- [Material provided]:
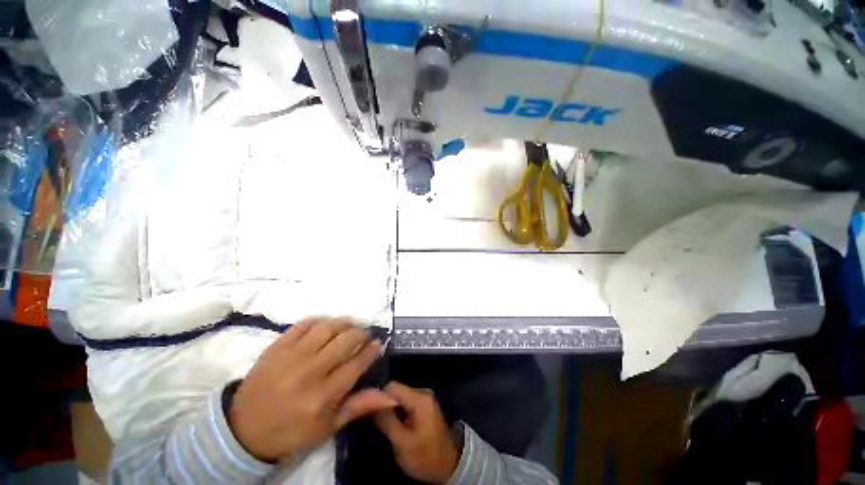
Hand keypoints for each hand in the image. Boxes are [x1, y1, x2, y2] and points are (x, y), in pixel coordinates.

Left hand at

---

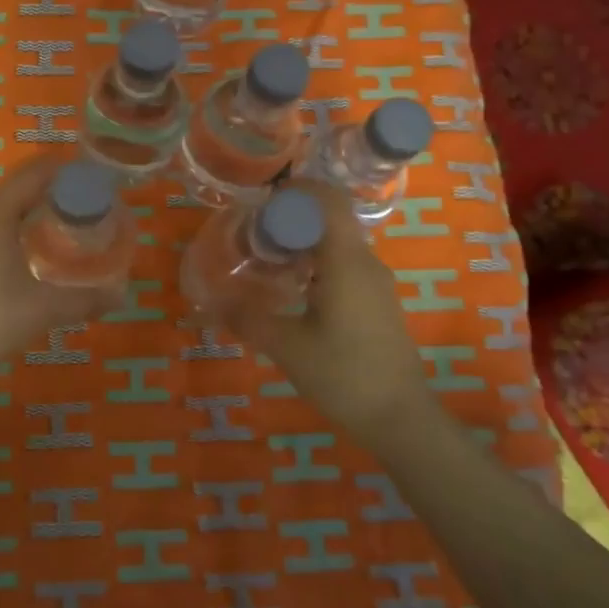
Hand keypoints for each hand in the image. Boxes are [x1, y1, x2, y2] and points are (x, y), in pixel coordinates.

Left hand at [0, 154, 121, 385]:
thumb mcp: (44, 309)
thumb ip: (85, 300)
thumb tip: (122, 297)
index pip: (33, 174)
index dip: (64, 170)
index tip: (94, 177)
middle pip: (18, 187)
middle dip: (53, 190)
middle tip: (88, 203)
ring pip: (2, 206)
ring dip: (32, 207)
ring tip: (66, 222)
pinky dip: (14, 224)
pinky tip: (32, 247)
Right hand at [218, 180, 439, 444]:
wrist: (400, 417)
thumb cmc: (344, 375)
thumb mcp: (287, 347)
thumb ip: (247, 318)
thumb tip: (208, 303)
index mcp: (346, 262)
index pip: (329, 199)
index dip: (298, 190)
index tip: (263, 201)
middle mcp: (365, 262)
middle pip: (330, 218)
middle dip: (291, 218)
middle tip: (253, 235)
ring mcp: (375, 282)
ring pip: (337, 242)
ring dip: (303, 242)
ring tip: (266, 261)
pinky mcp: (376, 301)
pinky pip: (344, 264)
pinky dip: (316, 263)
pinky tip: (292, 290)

---

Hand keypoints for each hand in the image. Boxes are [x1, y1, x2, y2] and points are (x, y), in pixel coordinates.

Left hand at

- [What you have to do]: For this task, write out exactly the lines of the entries above, starting at the line with "Right hand at" and ending at the line with "pinky tip: (292, 290)", both included, and no others.

- [Your response]:
Right hand at [218, 180, 439, 444]:
wrist: (400, 417)
thumb cmc: (344, 375)
thumb mcp: (287, 347)
thumb ip: (247, 318)
thumb tip: (208, 303)
index mcp: (346, 262)
index pip: (329, 199)
index dip: (298, 190)
index tip: (263, 201)
middle mcp: (365, 262)
middle pip: (330, 218)
middle dip: (291, 218)
middle tip: (253, 235)
ring mcp: (375, 282)
ring pip: (337, 242)
ring dip: (303, 242)
ring tip: (266, 261)
pinky mcp: (376, 301)
pinky pip: (344, 264)
pinky dip: (316, 263)
pinky tip: (292, 290)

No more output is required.